**THE PROBLEM**
Within the records below, how many lines hold the string "Majorca"? State that number and nothing else.

**DATASET CONTENT**
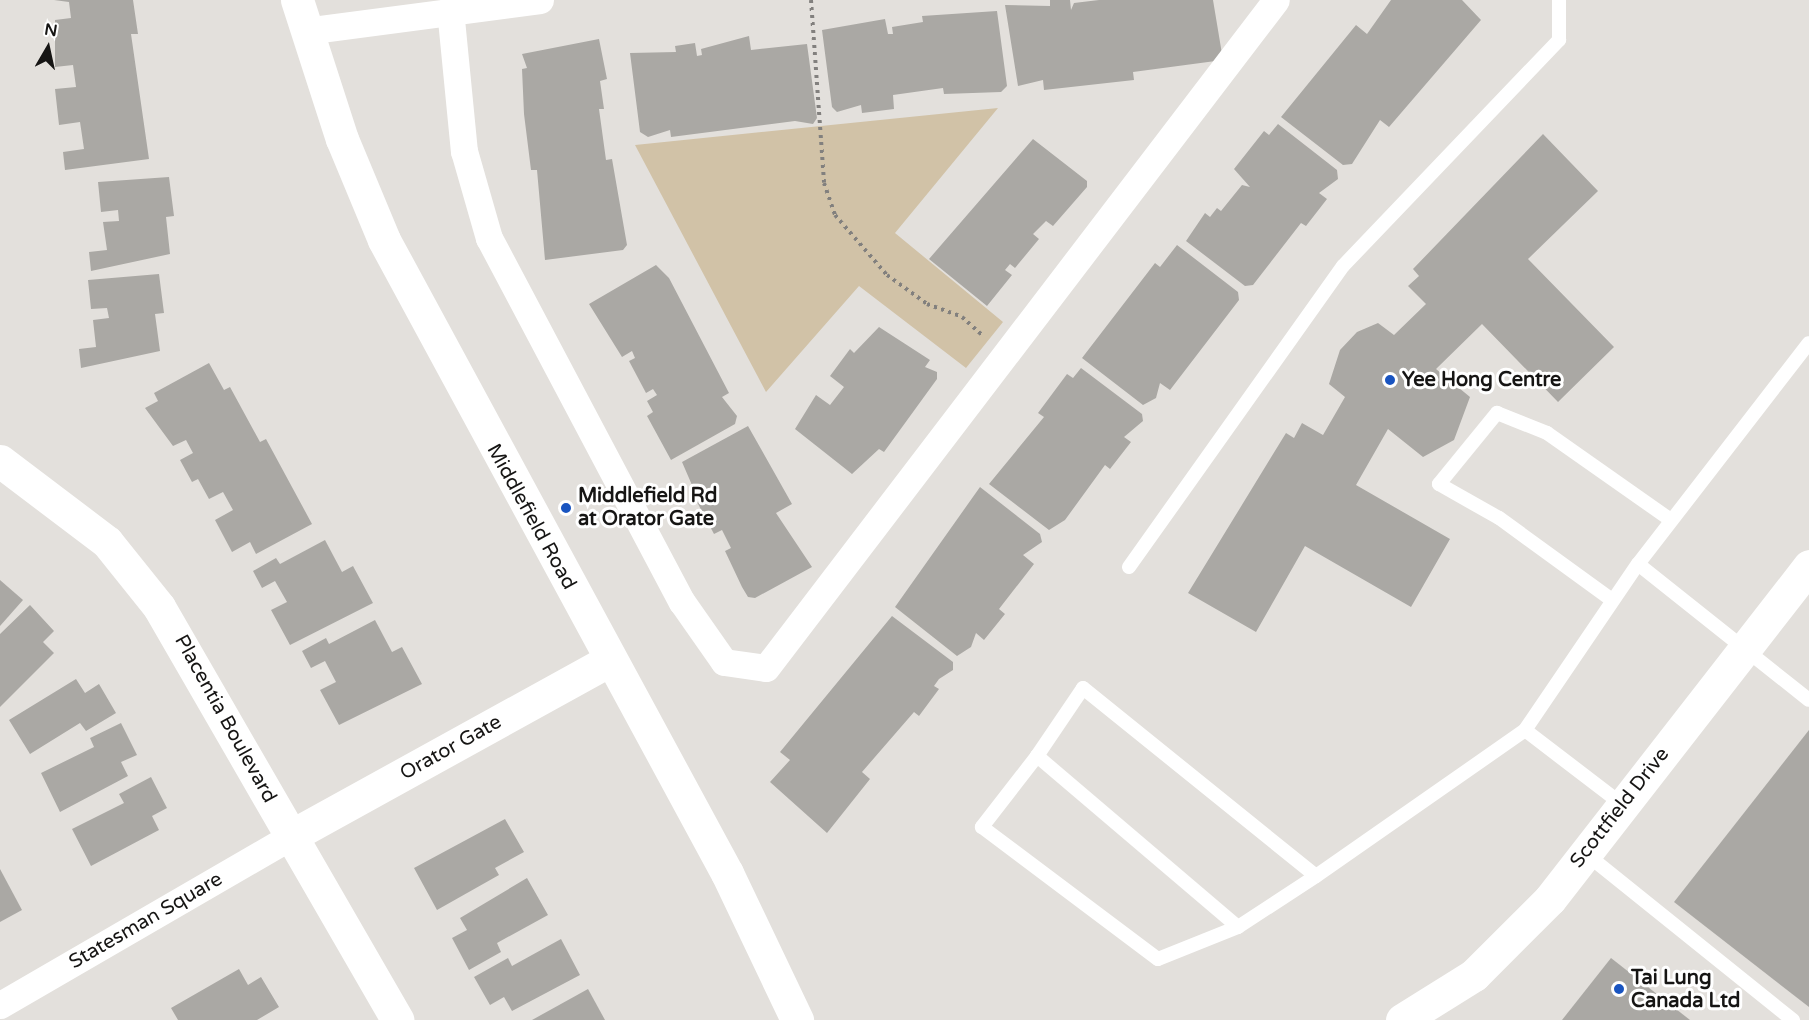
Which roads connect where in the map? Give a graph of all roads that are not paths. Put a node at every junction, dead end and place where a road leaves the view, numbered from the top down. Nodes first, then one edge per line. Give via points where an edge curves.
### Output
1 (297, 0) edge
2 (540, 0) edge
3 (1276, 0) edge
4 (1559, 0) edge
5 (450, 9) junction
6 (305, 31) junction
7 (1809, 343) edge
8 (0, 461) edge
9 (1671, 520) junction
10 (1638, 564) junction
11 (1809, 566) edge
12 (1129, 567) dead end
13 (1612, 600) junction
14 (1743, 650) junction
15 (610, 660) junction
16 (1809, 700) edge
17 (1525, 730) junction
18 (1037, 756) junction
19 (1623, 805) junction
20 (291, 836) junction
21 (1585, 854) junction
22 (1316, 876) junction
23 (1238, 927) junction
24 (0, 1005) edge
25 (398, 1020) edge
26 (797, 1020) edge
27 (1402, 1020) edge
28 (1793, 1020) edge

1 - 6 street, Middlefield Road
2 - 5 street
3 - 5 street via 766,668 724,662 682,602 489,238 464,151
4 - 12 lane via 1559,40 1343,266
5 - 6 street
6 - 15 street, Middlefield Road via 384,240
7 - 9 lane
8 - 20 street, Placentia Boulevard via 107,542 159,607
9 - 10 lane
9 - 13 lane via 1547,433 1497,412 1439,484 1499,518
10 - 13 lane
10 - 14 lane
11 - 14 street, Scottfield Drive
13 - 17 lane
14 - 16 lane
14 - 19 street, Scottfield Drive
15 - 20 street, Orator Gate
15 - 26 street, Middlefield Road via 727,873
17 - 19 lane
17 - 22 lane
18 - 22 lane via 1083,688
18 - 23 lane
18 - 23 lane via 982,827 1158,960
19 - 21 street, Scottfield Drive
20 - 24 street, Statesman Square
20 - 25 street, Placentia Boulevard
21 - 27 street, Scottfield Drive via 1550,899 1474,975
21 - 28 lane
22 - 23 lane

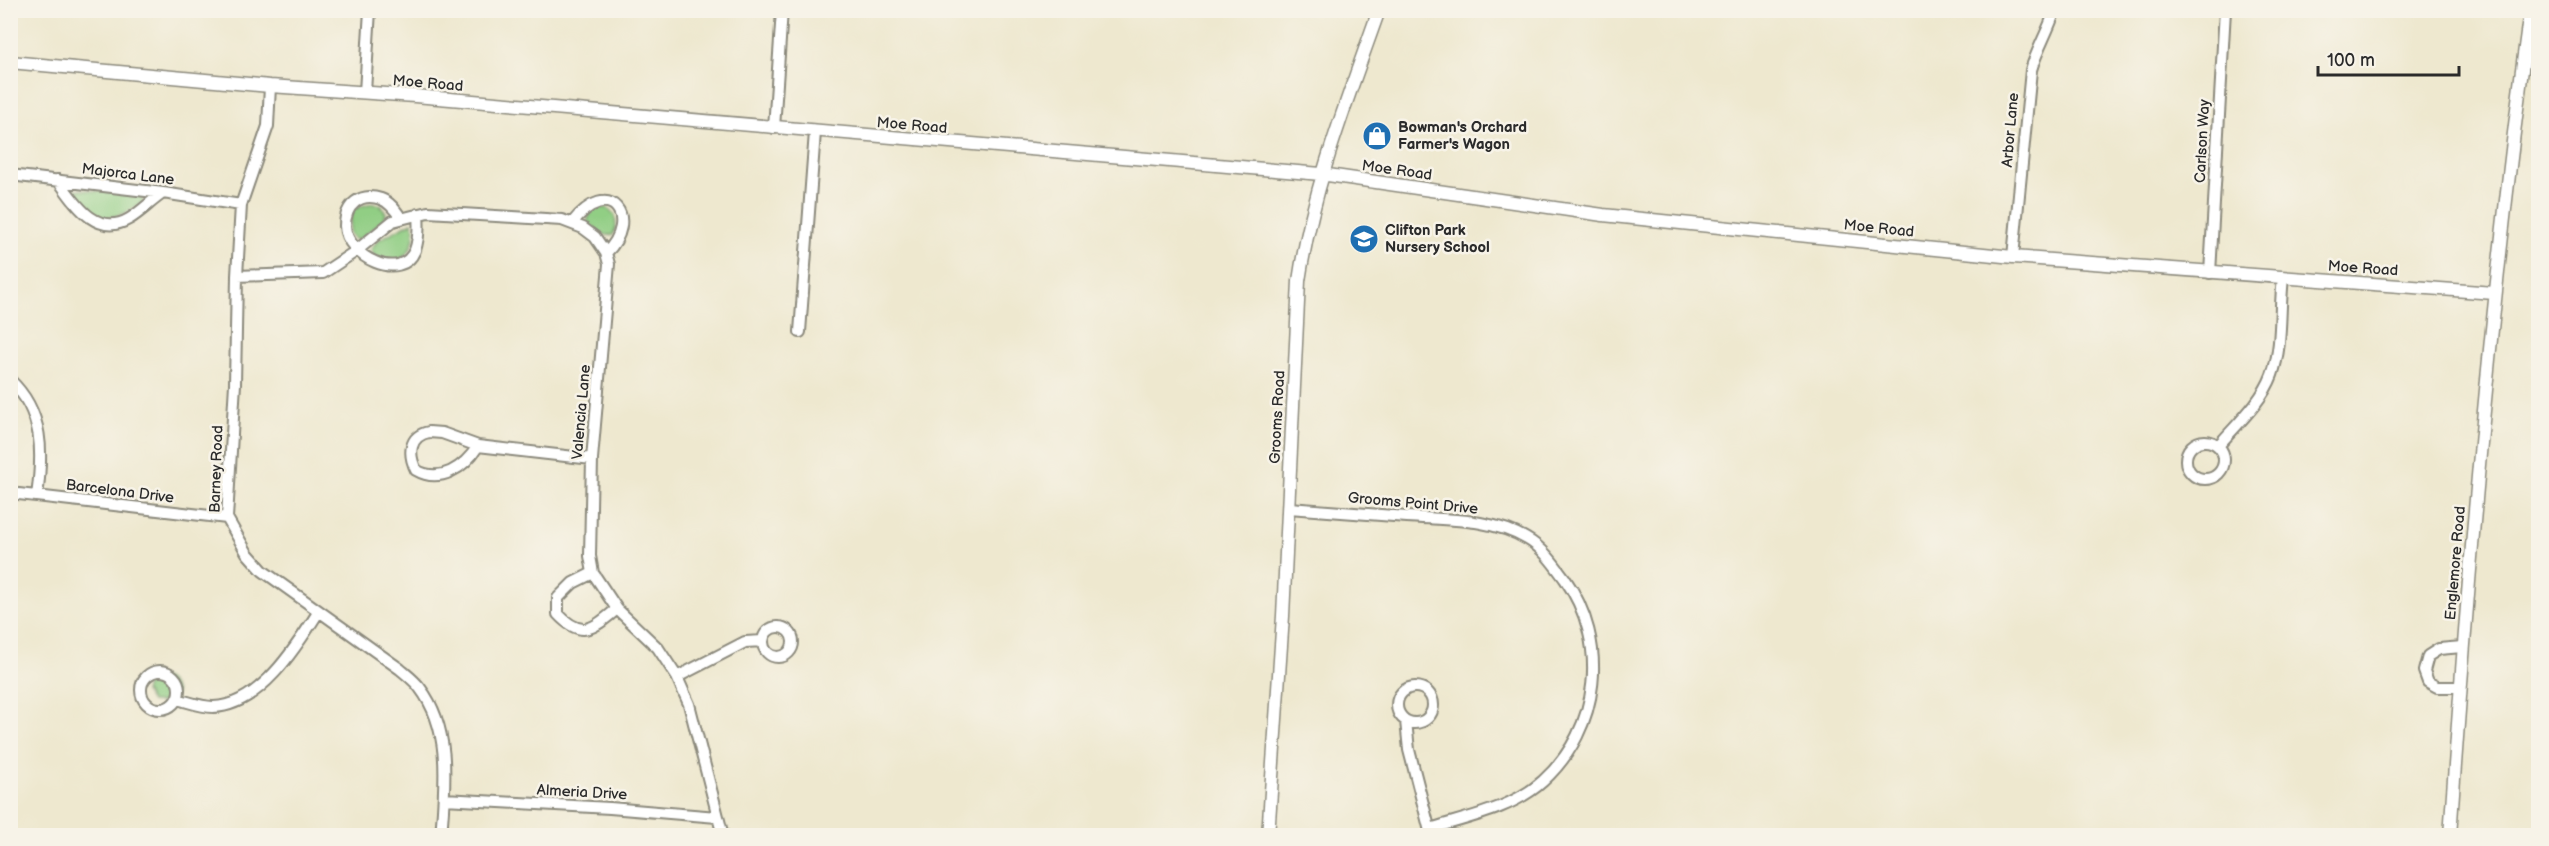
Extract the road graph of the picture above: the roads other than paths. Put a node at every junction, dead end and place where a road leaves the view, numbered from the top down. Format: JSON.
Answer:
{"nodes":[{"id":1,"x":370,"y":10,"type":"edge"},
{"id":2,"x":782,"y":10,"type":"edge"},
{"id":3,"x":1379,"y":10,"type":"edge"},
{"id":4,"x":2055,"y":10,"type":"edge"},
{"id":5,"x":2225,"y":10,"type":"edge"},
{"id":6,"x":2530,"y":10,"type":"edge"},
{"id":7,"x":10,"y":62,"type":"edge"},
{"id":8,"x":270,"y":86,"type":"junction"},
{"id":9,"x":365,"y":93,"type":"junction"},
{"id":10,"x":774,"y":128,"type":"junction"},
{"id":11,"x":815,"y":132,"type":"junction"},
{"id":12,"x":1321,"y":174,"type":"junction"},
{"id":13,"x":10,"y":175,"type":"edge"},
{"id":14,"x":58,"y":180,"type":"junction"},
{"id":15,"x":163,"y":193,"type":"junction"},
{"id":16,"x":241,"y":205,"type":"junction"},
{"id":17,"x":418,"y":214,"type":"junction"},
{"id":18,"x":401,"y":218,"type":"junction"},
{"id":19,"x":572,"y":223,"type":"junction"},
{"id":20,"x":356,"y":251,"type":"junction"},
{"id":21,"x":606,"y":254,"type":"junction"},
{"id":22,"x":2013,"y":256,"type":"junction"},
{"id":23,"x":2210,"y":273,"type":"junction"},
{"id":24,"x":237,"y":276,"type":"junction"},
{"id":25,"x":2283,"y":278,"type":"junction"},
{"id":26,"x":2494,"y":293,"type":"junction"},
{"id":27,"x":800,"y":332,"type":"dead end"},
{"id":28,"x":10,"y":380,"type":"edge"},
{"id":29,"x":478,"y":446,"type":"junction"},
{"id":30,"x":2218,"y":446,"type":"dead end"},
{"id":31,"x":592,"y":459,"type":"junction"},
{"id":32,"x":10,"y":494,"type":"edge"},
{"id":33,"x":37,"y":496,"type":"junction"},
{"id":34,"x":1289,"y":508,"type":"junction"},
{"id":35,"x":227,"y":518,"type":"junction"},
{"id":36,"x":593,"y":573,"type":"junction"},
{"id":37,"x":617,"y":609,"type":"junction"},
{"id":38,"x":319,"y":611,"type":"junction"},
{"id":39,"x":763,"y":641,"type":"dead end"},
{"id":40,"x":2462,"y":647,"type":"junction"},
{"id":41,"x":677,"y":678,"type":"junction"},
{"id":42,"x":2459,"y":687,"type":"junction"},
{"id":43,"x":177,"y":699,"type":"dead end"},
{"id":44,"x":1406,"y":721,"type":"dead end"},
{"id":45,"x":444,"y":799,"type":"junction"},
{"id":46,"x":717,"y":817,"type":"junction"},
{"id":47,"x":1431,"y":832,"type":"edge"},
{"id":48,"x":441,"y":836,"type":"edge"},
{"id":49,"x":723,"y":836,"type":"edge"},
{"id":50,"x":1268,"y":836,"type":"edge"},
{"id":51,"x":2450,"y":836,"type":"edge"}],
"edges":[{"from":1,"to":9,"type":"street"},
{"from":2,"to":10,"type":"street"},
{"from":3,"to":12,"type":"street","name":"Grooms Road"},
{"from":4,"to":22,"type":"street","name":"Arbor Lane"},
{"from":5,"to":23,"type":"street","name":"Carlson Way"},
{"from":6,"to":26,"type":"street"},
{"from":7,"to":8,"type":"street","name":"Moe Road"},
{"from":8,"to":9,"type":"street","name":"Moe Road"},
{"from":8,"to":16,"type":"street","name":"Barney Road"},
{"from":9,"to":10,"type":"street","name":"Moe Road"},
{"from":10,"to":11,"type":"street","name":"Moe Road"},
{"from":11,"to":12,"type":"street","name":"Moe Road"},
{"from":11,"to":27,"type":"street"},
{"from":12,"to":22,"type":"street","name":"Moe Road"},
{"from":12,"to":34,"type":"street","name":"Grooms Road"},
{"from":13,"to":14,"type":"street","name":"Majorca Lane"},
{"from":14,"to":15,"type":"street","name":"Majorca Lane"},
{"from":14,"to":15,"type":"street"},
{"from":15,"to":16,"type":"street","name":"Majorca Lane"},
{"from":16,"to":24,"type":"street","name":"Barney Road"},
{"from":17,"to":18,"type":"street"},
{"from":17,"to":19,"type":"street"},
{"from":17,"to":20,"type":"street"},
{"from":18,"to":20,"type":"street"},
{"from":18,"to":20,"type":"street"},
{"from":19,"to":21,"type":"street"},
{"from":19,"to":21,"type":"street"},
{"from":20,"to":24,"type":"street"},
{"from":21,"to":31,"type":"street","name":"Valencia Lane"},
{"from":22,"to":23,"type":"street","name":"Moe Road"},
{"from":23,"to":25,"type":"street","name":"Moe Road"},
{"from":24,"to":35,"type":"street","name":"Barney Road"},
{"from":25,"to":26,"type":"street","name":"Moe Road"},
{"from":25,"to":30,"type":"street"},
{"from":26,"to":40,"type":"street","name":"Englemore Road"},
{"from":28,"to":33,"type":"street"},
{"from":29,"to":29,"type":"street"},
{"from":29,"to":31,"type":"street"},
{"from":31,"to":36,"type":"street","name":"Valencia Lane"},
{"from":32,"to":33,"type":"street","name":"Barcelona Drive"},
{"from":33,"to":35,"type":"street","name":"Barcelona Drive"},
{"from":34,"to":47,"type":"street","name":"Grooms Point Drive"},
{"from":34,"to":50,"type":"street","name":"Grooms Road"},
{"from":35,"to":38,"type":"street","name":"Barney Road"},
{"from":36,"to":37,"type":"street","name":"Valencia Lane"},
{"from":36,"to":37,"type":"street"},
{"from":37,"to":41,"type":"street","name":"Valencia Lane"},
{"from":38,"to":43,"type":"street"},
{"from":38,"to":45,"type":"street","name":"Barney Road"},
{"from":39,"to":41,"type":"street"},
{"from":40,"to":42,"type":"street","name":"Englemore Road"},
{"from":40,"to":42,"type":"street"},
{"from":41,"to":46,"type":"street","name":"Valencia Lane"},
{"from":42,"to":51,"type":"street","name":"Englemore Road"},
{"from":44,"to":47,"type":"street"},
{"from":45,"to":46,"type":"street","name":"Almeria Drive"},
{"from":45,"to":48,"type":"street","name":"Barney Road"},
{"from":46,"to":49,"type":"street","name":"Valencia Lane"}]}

**WRITTEN SOLUTION**
3